Beer and skittles

Make mine coffee and pizza.

Dear Word Detective: “Sam’s parking fine payments keep the city in beer and skittles.” In my hearing, this expression has always referred to a payment, usually onerous or unfair, for a second party’s benefit. Can you tell me from whence it comes and why? — Janet.

That’s an interesting question. But before we begin, I should warn you that there are people out there, who someday you may have the misfortune of encountering, who will castigate you for using the phrase “from whence.” They will point out that “whence” all by itself means “from where,” and insist that “from whence” must therefore mean “from from where,” which, if they were correct, would be awkward and redundant. But they are not correct, and “whence” and “from whence” are equally proper.



Onward. The example you provided of “beer and skittles” certainly does reek of unjust enrichment, as the lawyers say, but I think you may be carrying a bit too much of that context into judging the connotation of “beer and skittles.” It is entirely possible to enjoy “beer and skittles” without bilking anyone.

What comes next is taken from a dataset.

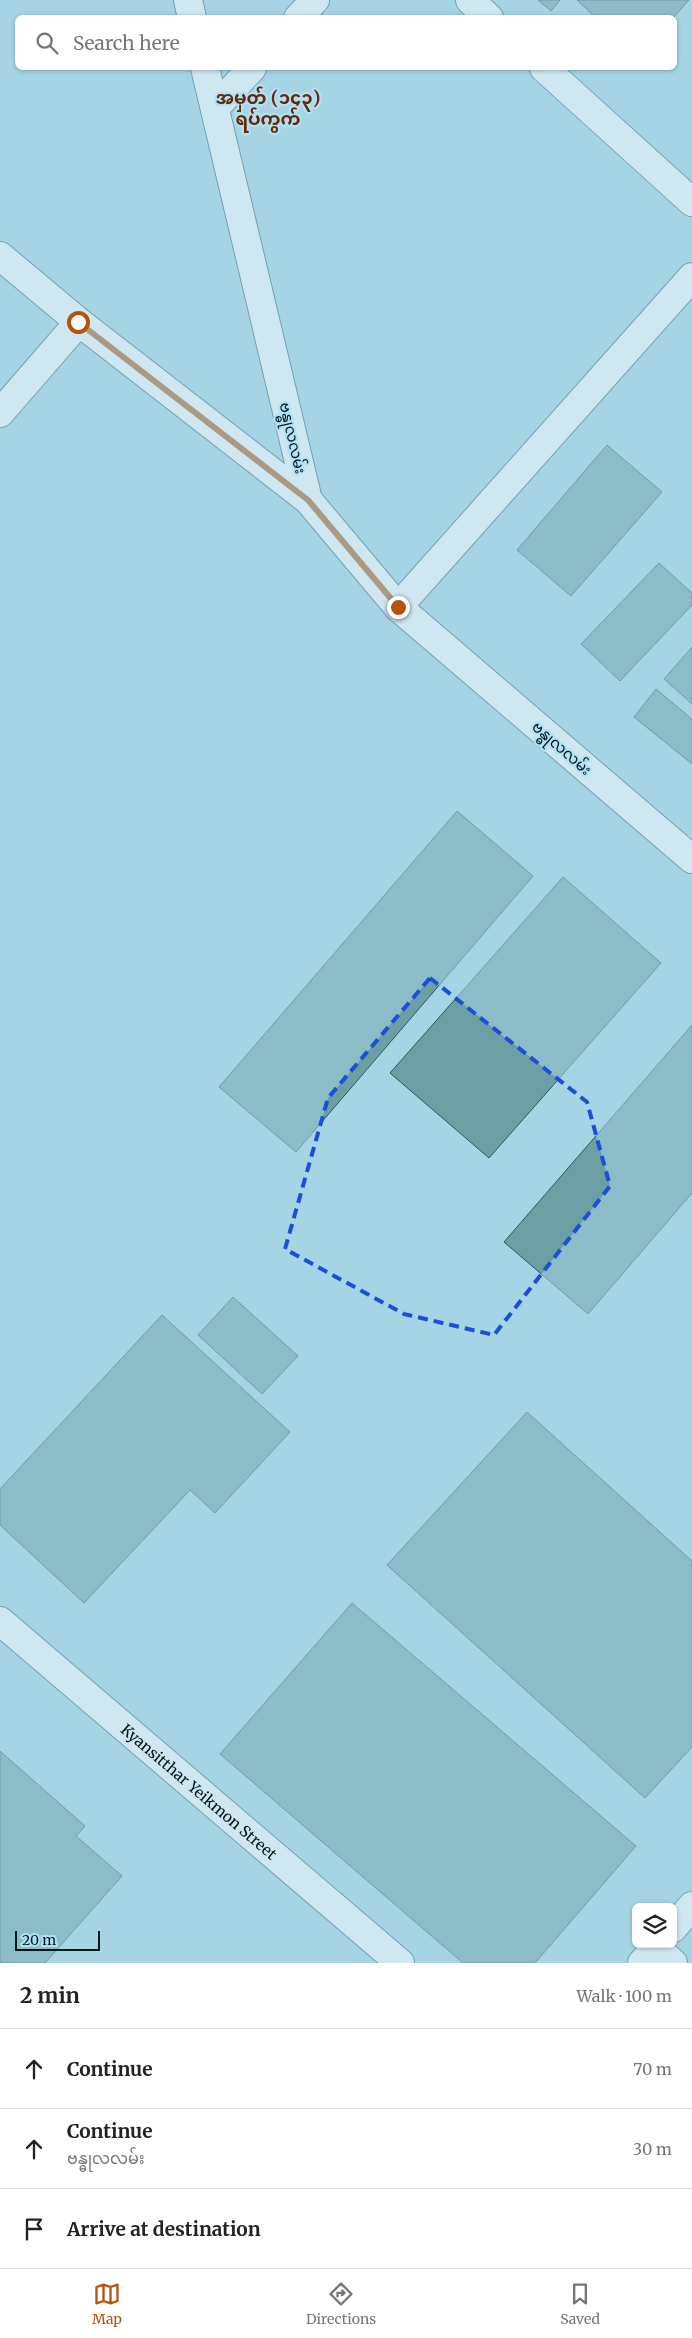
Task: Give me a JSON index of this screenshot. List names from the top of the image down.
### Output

It used to be possible, for instance, for a factory worker to look forward, after a life of toil, to a retirement of carefree enjoyment of “beer and skittles.”

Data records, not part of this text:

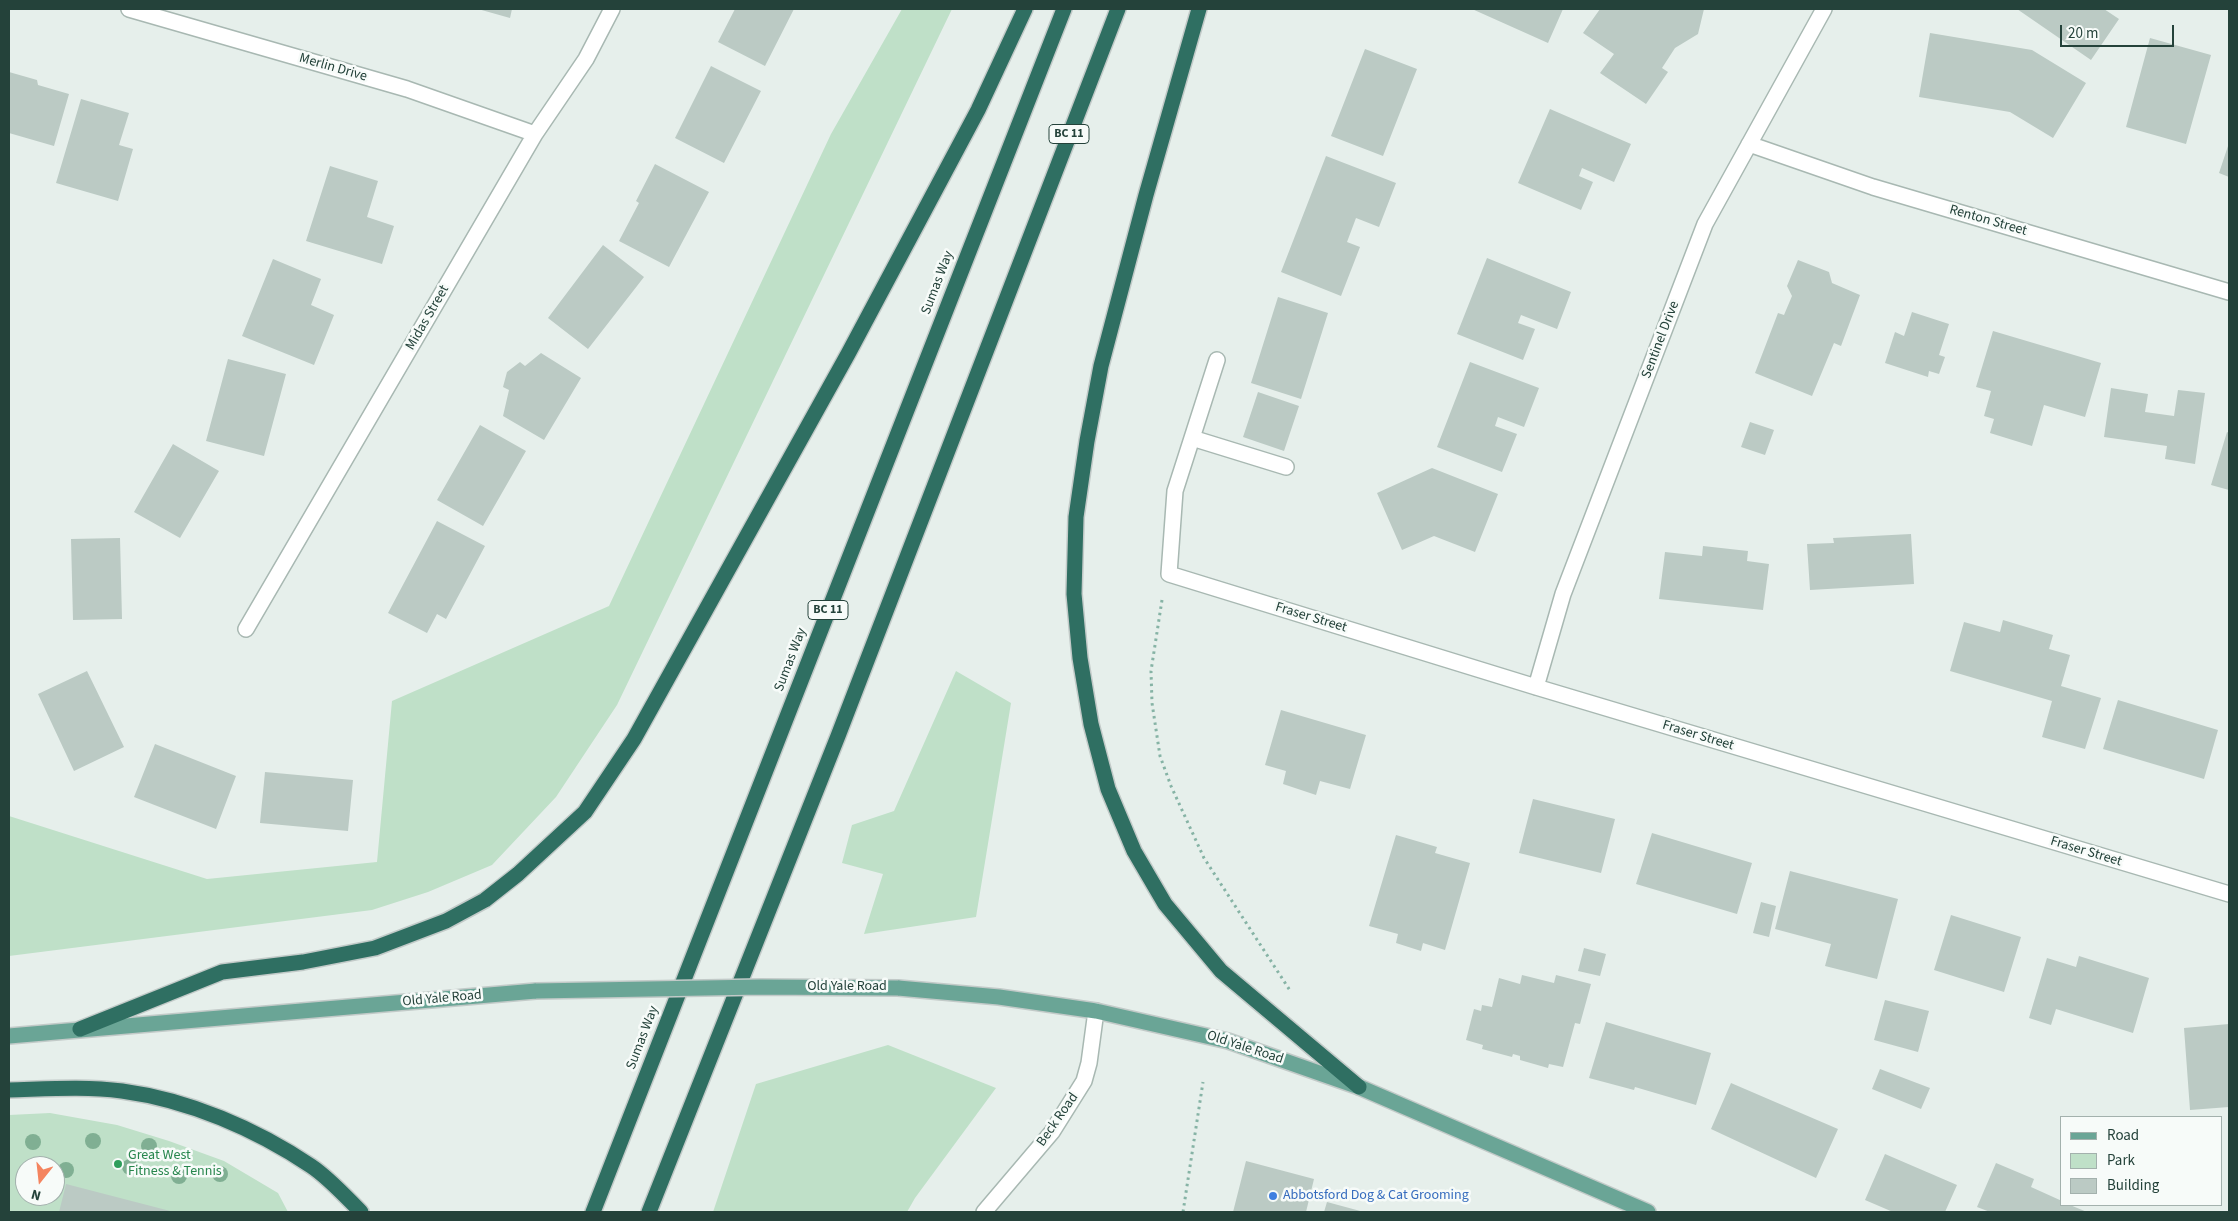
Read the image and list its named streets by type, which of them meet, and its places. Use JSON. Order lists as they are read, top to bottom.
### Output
{
  "streets": {
    "highway": ["BC 11", "Sumas Way"],
    "main road": ["Old Yale Road"],
    "street": [
      "Merlin Drive",
      "Renton Street",
      "Midas Street",
      "Sentinel Drive",
      "Fraser Street",
      "Beck Road"
    ]
  },
  "crossings": [
    ["Merlin Drive", "Midas Street"],
    ["Renton Street", "Sentinel Drive"],
    ["Sentinel Drive", "Fraser Street"],
    ["Old Yale Road", "Beck Road"]
  ],
  "places": ["Great West Fitness & Tennis", "Abbotsford Dog & Cat Grooming"],
  "legend": ["Road", "Park", "Building"],
  "scale_bar": "20 m",
  "north": "bottom"
}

As an idiom common in English since at least the early 19th century, “beer and skittles” means “unalloyed enjoyment and relaxation,” what we might also call “living on easy street.” Unfortunately, such a state of bliss is uncommon, and it shows in the history of the phrase. The first recorded use of “beer and skittles” in print is in Charles Dickens’ “Pickwick Papers” in 1837, where it is used straightforwardly to describe a comfortable state (“It’s a reg’lar holiday to them — all porter and skittles”) (“Porter” is short for “porter’s ale,” a strong dark beer.)

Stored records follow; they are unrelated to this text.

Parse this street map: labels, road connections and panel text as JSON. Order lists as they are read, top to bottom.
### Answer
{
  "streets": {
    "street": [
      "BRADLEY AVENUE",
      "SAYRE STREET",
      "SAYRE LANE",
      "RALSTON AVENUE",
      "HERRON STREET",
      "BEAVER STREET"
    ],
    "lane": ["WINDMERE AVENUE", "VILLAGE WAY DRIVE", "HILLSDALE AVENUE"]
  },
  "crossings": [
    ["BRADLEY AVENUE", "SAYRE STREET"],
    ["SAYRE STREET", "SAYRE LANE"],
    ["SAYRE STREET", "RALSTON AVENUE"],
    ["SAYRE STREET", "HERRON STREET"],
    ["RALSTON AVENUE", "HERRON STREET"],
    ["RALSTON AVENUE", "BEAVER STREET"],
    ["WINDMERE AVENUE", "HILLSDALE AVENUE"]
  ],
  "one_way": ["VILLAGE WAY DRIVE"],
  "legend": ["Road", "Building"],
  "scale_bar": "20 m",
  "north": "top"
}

But the remaining citations for “beer and skittles” listed in the Oxford English Dictionary, and the vast majority of examples to be found today, employ the phrase as a symbol of precisely what life is not “about” (“‘Teach him life can’t be all beer and skittles,’ said Robert Gardner maliciously,” Agatha Christie, 1931). The phrase “life isn’t all beer and skittles,” often deployed as a stern admonition to wayward youth, is considered a tattered cliche today but remains nonetheless enormously popular, probably because life stubbornly refuses to get any easier.

One interesting aspect of “beer and skittles” is that the phrase is often used, especially in the US, by people who haven’t the faintest idea what a “skittle” is. There is, of course, a brand of candy called Skittles, but the “skittles” in “beer and skittles” is a game often played in pubs in Britain, a kind of tabletop bowling in which the pins are called “skittles.” The word “skittle” itself dates back to the 17th century and is of uncertain origin, but appears to have Scandinavian roots.